> **EXTRACTED MATERIAL**:
--- START ---

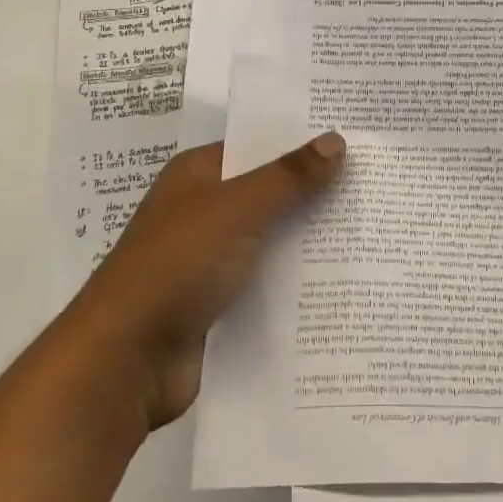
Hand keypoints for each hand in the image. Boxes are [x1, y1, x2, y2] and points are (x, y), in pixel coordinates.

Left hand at [71, 133, 345, 430]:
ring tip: (373, 229)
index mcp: (199, 173)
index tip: (355, 140)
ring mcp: (211, 257)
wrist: (125, 361)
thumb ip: (289, 177)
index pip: (260, 145)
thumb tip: (337, 140)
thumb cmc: (177, 265)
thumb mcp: (237, 209)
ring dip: (310, 238)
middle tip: (377, 184)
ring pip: (272, 237)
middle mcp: (205, 209)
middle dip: (316, 191)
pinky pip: (267, 279)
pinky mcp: (220, 301)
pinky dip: (296, 278)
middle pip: (270, 191)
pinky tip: (343, 279)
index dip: (303, 142)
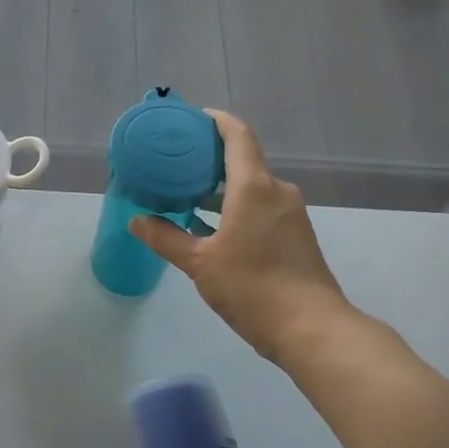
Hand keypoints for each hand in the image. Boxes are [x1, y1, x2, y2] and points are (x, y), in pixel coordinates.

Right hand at [130, 110, 352, 363]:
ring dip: (223, 189)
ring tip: (189, 197)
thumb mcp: (200, 263)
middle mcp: (277, 191)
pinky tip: (214, 229)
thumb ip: (166, 238)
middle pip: (244, 161)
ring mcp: (291, 214)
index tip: (193, 119)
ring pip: (253, 188)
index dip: (216, 121)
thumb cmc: (252, 287)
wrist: (311, 328)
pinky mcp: (296, 236)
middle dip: (211, 160)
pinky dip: (237, 208)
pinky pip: (262, 208)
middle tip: (178, 165)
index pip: (238, 136)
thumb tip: (136, 220)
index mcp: (254, 187)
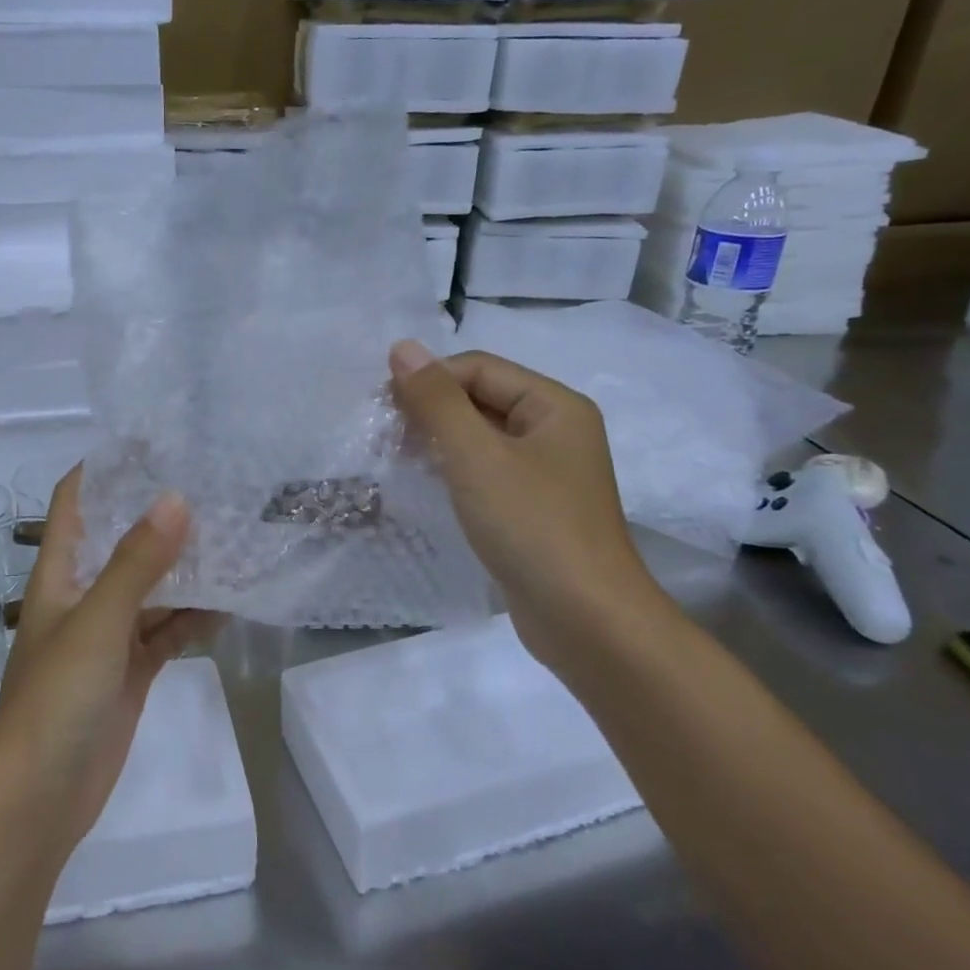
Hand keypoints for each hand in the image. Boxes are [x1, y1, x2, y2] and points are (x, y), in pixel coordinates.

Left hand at [0, 467, 212, 850]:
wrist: (37, 801)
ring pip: (153, 587)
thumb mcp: (97, 622)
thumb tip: (177, 499)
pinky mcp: (131, 671)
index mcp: (61, 572)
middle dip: (161, 514)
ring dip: (187, 567)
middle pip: (122, 539)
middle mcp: (84, 594)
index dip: (106, 467)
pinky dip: (195, 617)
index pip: (77, 500)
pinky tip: (232, 603)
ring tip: (235, 537)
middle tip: (214, 485)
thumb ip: (138, 563)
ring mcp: (109, 635)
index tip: (154, 442)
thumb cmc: (54, 698)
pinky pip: (168, 631)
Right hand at [388, 339, 669, 664]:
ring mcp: (546, 473)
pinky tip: (425, 484)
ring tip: (395, 456)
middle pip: (481, 399)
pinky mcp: (533, 509)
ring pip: (480, 437)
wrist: (586, 622)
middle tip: (384, 433)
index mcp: (554, 406)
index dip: (428, 379)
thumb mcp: (477, 457)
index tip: (382, 406)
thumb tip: (402, 347)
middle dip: (430, 410)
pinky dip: (453, 471)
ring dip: (437, 440)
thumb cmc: (532, 526)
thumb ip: (437, 400)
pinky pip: (486, 472)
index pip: (479, 368)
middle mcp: (555, 431)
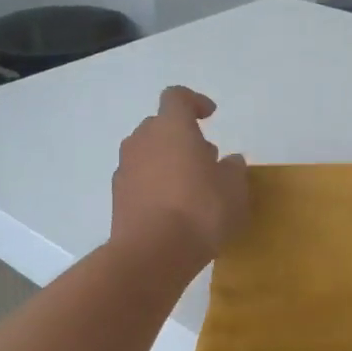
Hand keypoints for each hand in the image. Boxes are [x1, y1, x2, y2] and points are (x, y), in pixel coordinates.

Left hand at [111, 87, 248, 267]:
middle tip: (205, 159)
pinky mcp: (117, 197)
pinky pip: (139, 180)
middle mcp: (142, 140)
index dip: (194, 102)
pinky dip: (154, 186)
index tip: (210, 115)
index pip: (177, 97)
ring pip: (148, 154)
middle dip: (182, 137)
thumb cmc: (200, 210)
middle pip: (160, 126)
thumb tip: (229, 162)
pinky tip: (173, 210)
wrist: (152, 253)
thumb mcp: (234, 190)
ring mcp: (125, 169)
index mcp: (171, 127)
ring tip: (191, 188)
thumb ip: (234, 169)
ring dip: (167, 162)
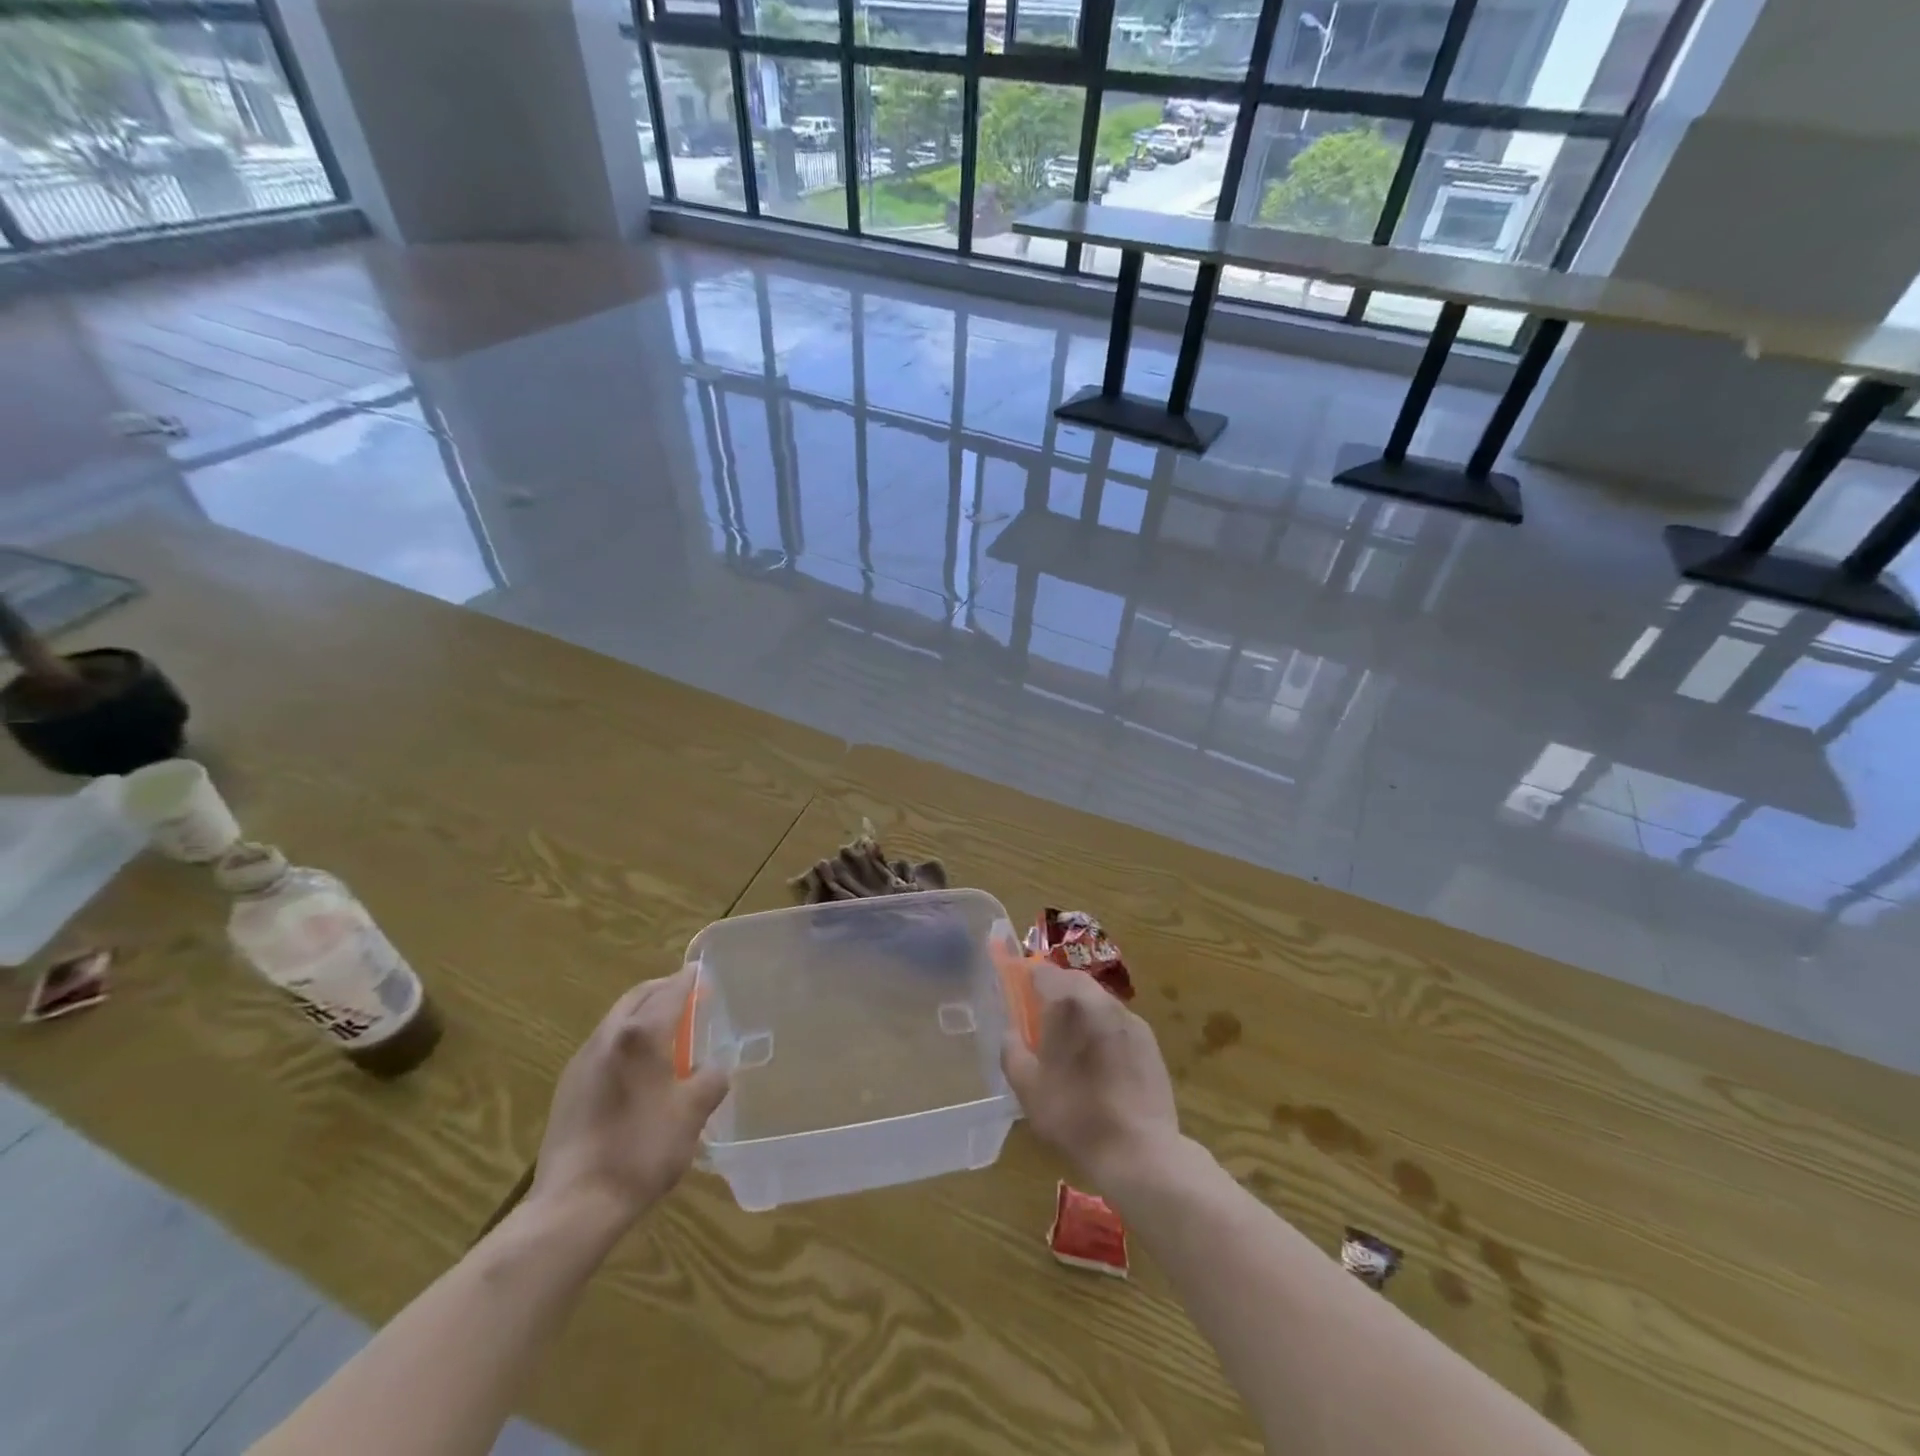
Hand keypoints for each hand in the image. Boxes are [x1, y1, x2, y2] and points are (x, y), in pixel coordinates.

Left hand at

--- END ---

> **TRY IT**: Word for word, restate the lines above from the one with "middle tip: (178, 165)" through the one with "ring pip: (153, 587)", keeping both ends and dropping the pictures.

> **SOLUTION**:
middle tip: (178, 165)
index pip: (238, 136)
thumb tip: (136, 220)
index mcp: (254, 187)
Hand keypoints for each hand in the image. Boxes are [x1, y1, x2, y2] and points are (x, y), in pixel coordinates.

Left hand at [0, 467, 212, 850]:
wrist: (37, 801)
ring pip: (153, 587)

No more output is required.